## Requirement
Your answer must be the lines of the material below, exactly as written, from its first line through the line with "index mcp: (362, 188)", and no pictures.
===== The input =====
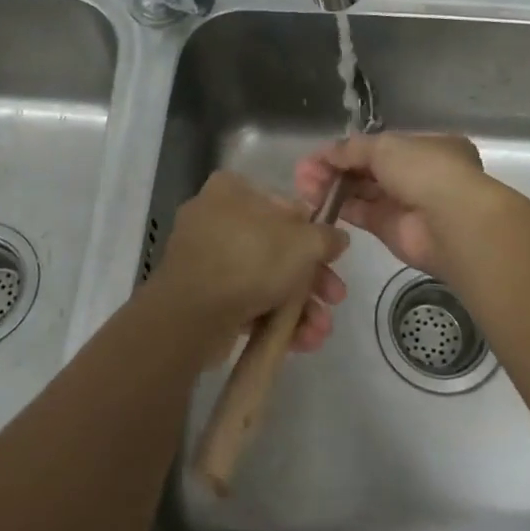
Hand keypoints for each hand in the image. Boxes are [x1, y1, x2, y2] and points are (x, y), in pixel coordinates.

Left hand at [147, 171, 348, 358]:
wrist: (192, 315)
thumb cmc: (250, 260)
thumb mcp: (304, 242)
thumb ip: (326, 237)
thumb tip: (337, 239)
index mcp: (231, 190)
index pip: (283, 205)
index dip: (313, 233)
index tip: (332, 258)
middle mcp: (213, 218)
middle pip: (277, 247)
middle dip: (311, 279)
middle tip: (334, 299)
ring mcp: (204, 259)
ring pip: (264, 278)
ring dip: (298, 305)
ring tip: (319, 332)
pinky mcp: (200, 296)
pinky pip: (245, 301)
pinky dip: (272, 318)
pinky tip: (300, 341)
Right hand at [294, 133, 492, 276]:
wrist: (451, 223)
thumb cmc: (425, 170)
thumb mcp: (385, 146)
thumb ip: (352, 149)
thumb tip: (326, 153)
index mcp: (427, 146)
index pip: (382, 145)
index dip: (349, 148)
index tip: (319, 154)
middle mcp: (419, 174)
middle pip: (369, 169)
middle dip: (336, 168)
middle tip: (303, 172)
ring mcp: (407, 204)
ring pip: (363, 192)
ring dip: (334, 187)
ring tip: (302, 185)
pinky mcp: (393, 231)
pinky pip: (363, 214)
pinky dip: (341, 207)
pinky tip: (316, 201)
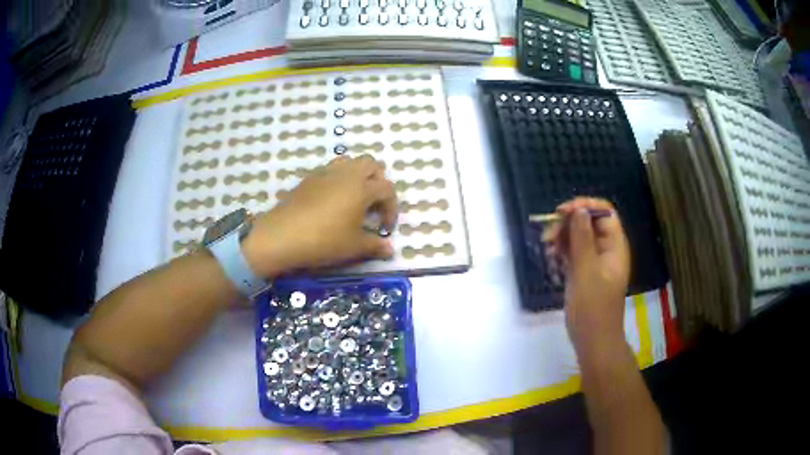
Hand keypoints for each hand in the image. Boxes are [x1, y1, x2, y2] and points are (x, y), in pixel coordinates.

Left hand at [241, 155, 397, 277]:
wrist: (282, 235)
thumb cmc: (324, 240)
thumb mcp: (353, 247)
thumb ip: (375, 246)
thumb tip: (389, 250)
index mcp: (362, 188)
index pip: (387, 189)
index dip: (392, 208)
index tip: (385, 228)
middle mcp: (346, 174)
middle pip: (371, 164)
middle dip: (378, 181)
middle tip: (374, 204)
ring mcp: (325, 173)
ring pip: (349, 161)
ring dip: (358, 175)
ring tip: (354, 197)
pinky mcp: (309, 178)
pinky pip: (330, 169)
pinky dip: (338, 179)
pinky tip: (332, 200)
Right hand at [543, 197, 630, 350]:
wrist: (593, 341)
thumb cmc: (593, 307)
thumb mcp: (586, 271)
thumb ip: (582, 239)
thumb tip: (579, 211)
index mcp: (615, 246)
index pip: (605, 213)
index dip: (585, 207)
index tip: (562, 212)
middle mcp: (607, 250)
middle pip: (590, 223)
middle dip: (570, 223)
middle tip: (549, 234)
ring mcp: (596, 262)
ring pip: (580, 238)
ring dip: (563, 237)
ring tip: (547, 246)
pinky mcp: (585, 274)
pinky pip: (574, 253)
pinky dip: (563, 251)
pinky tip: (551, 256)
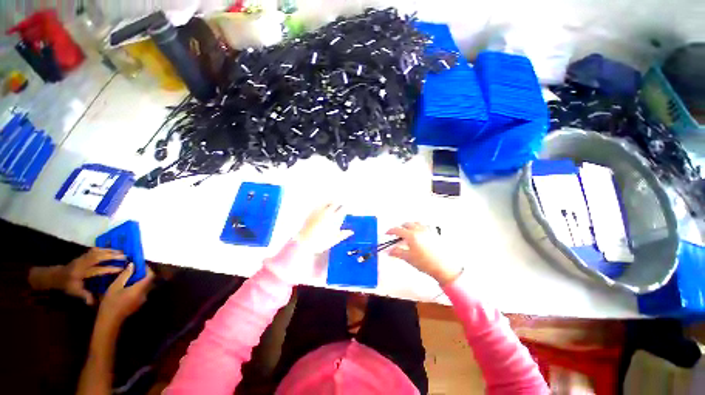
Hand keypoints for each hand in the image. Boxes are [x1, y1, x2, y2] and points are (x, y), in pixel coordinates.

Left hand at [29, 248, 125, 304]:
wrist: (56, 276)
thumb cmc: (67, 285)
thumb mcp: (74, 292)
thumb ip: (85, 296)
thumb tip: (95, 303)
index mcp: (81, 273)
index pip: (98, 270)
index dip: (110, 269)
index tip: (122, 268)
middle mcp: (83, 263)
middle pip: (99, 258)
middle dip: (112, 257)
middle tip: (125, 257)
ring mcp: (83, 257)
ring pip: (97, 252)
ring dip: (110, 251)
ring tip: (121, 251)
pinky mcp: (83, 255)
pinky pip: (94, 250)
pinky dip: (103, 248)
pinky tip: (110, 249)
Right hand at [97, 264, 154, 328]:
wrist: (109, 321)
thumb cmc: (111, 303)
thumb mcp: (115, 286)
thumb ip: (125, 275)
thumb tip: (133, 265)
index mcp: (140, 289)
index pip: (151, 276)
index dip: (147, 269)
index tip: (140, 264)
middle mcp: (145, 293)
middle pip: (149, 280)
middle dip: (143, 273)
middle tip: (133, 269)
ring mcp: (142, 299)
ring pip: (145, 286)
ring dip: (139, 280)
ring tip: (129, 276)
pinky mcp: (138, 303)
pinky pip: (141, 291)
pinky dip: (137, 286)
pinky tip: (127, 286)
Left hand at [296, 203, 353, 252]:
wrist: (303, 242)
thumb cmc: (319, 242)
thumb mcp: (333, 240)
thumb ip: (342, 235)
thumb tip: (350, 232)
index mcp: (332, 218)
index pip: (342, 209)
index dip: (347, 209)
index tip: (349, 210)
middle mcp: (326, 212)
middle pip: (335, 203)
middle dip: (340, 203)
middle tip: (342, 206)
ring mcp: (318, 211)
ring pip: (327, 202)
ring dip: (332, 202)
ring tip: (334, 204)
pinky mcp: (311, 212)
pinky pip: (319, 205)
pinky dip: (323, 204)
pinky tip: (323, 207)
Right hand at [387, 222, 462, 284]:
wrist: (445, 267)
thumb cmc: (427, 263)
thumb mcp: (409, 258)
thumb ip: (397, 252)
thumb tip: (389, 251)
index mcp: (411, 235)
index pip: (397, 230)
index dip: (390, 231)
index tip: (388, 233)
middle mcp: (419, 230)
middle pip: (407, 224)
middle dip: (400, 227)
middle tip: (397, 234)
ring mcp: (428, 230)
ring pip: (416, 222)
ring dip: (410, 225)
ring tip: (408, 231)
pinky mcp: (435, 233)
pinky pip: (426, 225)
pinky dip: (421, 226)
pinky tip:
=====
## Exercise result
Hand keypoints for each hand in the image. Boxes are [x1, y1, x2, y2] and points are (x, y), in pixel coordinates.

Left hand at [147, 171, 348, 358]:
wrist: (192, 315)
thumb cmc: (250, 260)
thumb mcp: (304, 242)
thumb ip: (326, 237)
thumb tip: (337, 239)
index mcp: (231, 190)
index pip: (283, 205)
index dip: (313, 233)
index tip: (332, 258)
middle mcp: (213, 218)
middle pip: (277, 247)
middle dip: (311, 279)
middle tip: (334, 299)
ring mcp: (204, 259)
ring pip: (264, 278)
ring dip: (298, 305)
ring tip: (319, 332)
pinky mcp: (200, 296)
pinky pip: (245, 301)
pinky dip: (272, 318)
pinky tip: (300, 341)
Right hand at [294, 133, 492, 276]:
wrist: (451, 223)
thumb cmc: (425, 170)
thumb mcp: (385, 146)
thumb ip: (352, 149)
thumb tip: (326, 153)
index mcp: (427, 146)
index pip: (382, 145)
index dip: (349, 148)
index tip: (319, 154)
middle mcp: (419, 174)
middle pip: (369, 169)
middle dip: (336, 168)
middle tip: (303, 172)
ring mcp: (407, 204)
ring pip: (363, 192)
ring dip: (334, 187)
ring tip: (302, 185)
pinky mcp: (393, 231)
pinky pip: (363, 214)
pinky dip: (341, 207)
pinky tip: (316, 201)
Hand keypoints for each hand in the image. Boxes are [x1, y1, x2, y2] and points are (x, y), in pixel coordinates.

Left hand at [241, 155, 397, 277]:
wrist: (282, 235)
thumb cmc: (324, 240)
thumb mcp: (353, 247)
thumb ip: (375, 246)
thumb tip: (389, 250)
index mcp: (362, 188)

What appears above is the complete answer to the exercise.